You never really know who’s gonna show at a Doobie Brothers reunion — these guys had so many members over the years that if they all hit the road, they’d need a double-decker tour bus. Still, as possible lineups go, this one has potential: original singer-guitarists Tom Johnston and Pat Simmons, along with multi-instrumentalist John McFee and veteran drummers Michael Hossack and Keith Knudsen. No Michael McDonald, no Cornelius Bumpus; just the rockin’ old guard. So naturally, Sibling Rivalry hews closer to the rootsy tones of The Captain and Me and What Were Once Vices Are Now Habits as opposed to the slick FM soul of Takin’ It to the Streets. That’s a good thing. What isn’t quite so good is that the boys seem kinda stuck in a wimpy rut here. Only the Dire Straits-ish rock of 45th Floor interrupts an otherwise unremarkable list of breezy acoustic ballads and gospel-tinged folk-pop.

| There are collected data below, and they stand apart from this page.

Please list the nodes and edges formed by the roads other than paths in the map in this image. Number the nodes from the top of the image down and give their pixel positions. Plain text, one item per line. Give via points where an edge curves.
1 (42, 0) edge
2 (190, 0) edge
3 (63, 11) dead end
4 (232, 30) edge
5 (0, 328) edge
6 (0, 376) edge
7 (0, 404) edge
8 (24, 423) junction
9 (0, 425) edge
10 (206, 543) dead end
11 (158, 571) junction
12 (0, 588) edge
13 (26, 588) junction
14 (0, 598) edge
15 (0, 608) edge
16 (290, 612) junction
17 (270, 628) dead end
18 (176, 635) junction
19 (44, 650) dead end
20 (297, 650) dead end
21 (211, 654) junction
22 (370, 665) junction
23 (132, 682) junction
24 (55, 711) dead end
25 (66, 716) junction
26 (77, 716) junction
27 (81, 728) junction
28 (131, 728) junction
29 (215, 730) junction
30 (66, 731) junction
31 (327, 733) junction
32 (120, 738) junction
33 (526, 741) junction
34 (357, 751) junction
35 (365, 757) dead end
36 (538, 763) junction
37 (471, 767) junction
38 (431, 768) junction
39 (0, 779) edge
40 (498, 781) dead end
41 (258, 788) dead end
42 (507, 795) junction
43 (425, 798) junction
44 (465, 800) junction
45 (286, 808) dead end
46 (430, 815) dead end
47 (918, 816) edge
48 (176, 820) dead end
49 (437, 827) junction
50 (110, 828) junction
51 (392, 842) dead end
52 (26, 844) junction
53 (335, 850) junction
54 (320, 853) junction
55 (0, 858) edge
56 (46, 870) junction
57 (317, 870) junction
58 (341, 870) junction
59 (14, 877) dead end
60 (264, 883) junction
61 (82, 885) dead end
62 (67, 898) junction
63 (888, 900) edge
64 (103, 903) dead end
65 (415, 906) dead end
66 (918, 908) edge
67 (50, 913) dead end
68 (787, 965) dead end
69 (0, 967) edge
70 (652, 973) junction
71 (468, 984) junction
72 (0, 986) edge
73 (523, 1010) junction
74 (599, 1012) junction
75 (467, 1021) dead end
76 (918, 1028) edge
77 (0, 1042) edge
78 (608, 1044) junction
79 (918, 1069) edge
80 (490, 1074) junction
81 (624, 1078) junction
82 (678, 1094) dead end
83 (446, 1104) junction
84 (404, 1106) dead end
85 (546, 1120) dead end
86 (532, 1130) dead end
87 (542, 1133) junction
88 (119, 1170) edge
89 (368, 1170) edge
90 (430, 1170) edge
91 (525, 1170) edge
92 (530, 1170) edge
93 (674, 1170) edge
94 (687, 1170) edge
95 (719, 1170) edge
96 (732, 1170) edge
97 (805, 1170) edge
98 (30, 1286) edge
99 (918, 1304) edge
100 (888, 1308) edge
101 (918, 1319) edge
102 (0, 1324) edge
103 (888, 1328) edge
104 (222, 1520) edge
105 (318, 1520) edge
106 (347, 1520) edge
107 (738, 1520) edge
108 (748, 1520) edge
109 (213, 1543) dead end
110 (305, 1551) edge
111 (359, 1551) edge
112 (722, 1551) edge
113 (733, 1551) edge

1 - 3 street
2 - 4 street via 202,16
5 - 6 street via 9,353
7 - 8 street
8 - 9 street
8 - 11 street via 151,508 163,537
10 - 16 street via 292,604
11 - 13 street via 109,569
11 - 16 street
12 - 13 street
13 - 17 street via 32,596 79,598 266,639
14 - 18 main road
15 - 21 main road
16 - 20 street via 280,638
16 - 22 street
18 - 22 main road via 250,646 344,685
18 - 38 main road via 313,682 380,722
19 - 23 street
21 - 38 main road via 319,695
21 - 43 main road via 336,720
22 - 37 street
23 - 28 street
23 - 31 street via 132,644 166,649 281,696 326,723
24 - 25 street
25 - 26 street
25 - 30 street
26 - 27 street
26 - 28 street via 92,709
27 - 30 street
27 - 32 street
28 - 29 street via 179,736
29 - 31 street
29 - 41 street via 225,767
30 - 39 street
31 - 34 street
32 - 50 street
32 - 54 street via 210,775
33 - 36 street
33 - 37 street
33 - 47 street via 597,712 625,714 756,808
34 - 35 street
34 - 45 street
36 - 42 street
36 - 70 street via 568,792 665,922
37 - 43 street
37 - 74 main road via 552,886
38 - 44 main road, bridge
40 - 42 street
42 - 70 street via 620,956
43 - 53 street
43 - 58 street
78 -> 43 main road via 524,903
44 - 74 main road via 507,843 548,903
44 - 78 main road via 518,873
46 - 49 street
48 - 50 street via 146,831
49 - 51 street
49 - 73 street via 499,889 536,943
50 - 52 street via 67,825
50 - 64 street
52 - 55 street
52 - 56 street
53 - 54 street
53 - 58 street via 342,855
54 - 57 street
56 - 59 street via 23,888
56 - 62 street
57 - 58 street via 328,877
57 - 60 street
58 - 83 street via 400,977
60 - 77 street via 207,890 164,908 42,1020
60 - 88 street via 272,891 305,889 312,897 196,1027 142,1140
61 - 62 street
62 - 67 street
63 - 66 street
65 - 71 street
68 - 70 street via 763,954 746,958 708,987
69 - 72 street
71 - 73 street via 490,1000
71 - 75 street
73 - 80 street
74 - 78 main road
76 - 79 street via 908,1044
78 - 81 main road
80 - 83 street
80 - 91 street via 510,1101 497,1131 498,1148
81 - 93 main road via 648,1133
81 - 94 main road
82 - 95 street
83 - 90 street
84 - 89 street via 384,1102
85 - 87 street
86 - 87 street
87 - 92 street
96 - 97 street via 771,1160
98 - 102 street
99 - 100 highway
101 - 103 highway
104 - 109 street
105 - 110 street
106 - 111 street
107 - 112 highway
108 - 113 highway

It’s not that there’s any evidence of rivalry on this disc; trouble is, there’s no revelry either.


Kathie Lee
Heart of a Woman

Heart of a woman, personality of a publicity-addicted diva, voice of a second-rate Celine Dion impersonator, all the soul of an Amish lounge singer — and despite the attempts to tart up her image (with shudder-inducing cheesecake photos) and contemporize her sound (with injections of sterile blues-rock and, heaven help us all, deep-dish trip-hop), all the appeal of a date with Bea Arthur.